ReiserFS uses ordered journaling by default. The file system driver collects all data blocks that correspond to one metadata update. These data blocks are written to disk before the metadata is updated. As a result, consistency is achieved for metadata and data without sacrificing performance. The commit policy depends on the journal size but is based on the number of blocks to commit. Using a journal to keep track of recent metadata changes makes a file system check a matter of seconds, even for huge file systems.

Scalability

ReiserFS provides the best performance and scalability when there are many files and the files are small. It scales and performs extremely well on Linux, out-scaling Ext3 with h-trees. In addition, ReiserFS is designed to very efficiently use disk space.
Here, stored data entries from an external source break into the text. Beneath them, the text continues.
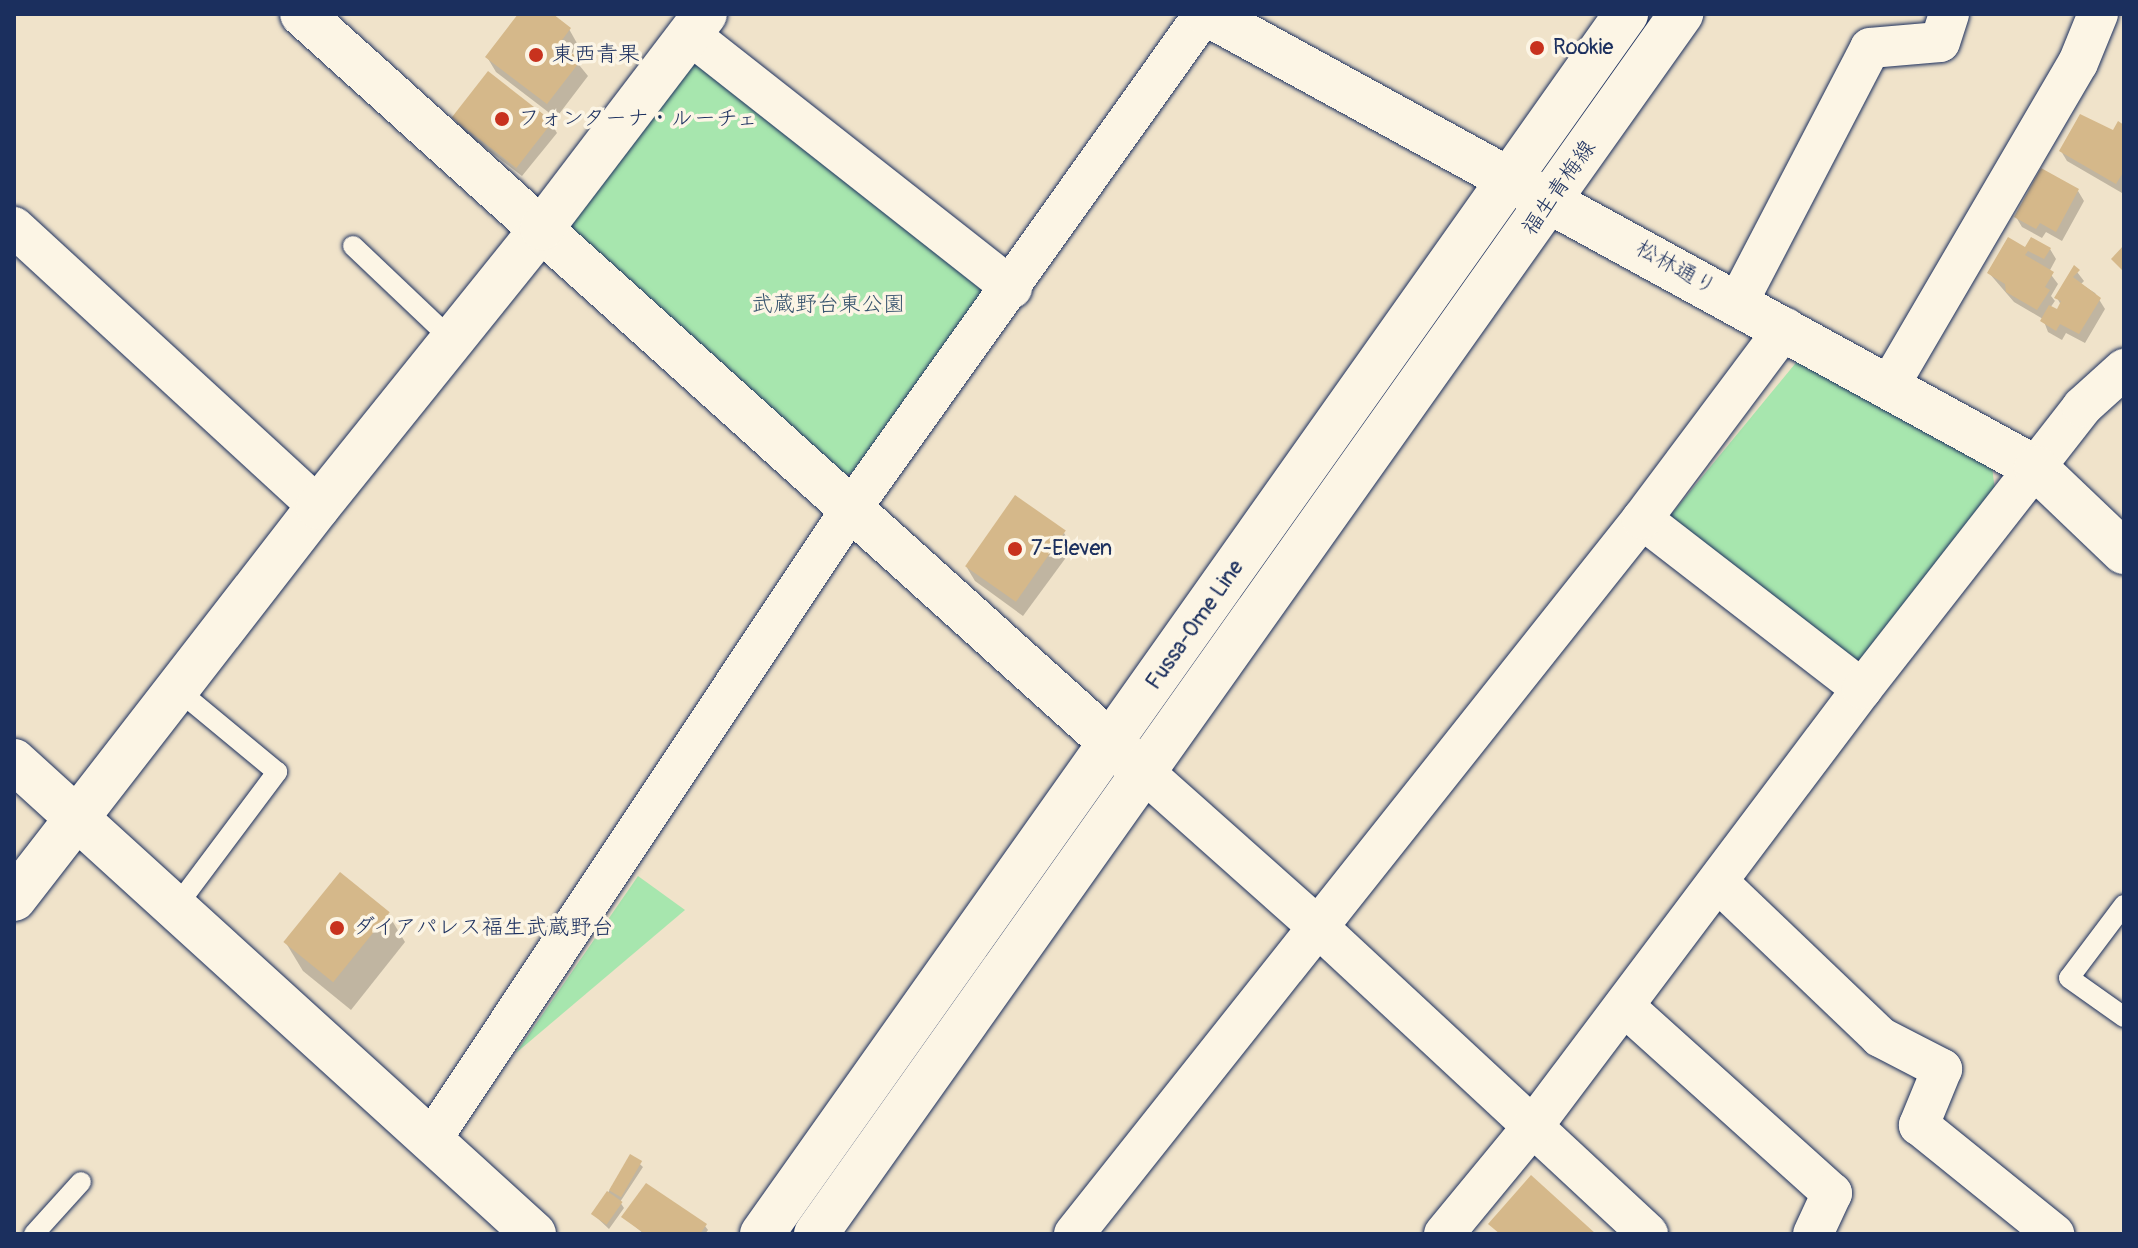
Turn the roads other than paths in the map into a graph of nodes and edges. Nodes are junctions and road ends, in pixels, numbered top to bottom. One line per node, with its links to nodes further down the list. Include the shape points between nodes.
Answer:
1 (302, 14): 11 (street)
2 (1205, 14): 8 (street, 松林通り); 13 (street)
3 (1626, 14): 8 (street, Fussa-Ome Line)
4 (1681, 14): 9 (street, 福生青梅線)
5 (1949, 14): 14 (street, via 1940,42 1870,48)
6 (2098, 14): 19 (street, via 2078,63)
7 (697, 24): 11 (street); 13 (street)
8 (1509, 181): 9 (street, 松林通り); 27 (street, Fussa-Ome Line)
9 (1551, 199): 14 (street, 松林通り); 17 (street, 福生青梅線)
10 (14, 227): 21 (street)
11 (542, 228): 16 (street); 22 (street)
12 (353, 246): 16 (lane)
13 (1012, 288): 22 (street)
14 (1738, 302): 15 (street, 松林通り)
15 (1785, 328): 19 (street, 松林通り); 23 (street)
16 (451, 339): 21 (street)
17 (1436, 361): 29 (street, Fussa-Ome Line)
18 (2124, 369): 20 (street, via 2082,407)
19 (1889, 386): 20 (street, 松林通り)
20 (2036, 468): 24 (street, 松林通り); 25 (street)
21 (318, 507): 26 (street)
22 (851, 509): 27 (street); 39 (street)
23 (1642, 519): 25 (street); 35 (street)
24 (2124, 552)
25 (1862, 689): 32 (street)
26 (179, 691): 30 (street); 34 (lane, via 277,772)
27 (1111, 744): 29 (street); 43 (street, Fussa-Ome Line)
28 (14, 761): 30 (street)
29 (1145, 773): 35 (street); 44 (street, Fussa-Ome Line)
30 (77, 819): 31 (street); 34 (street)
31 (19, 881)
32 (1718, 882): 36 (street); 49 (street, via 1880,1037 1942,1069 1919,1125)
33 (2124, 905): 37 (lane, via 2069,978)
34 (176, 907): 39 (street)
35 (1319, 928): 38 (street); 45 (street)
36 (1624, 1006): 38 (street); 48 (street, via 1832,1193)
37 (2124, 1017)
38 (1533, 1126): 46 (street); 47 (street)
39 (431, 1140): 42 (street)
40 (81, 1182): 41 (lane)
41 (34, 1234)
42 (534, 1234)
43 (762, 1234)
44 (816, 1234)
45 (1074, 1234)
46 (1444, 1234)
47 (1648, 1234)
48 (1813, 1234)
49 (2054, 1234)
As a result, it is a good choice on Linux where there are many small files in the file system. Because collaboration (email) and many web serving applications have many small files, ReiserFS is best suited for these types of workloads.

Speed

For small files, file data and inode information are often stored next to each other. They can be read with a single disk I/O operation, meaning that only one access to disk is required to retrieve all the information needed.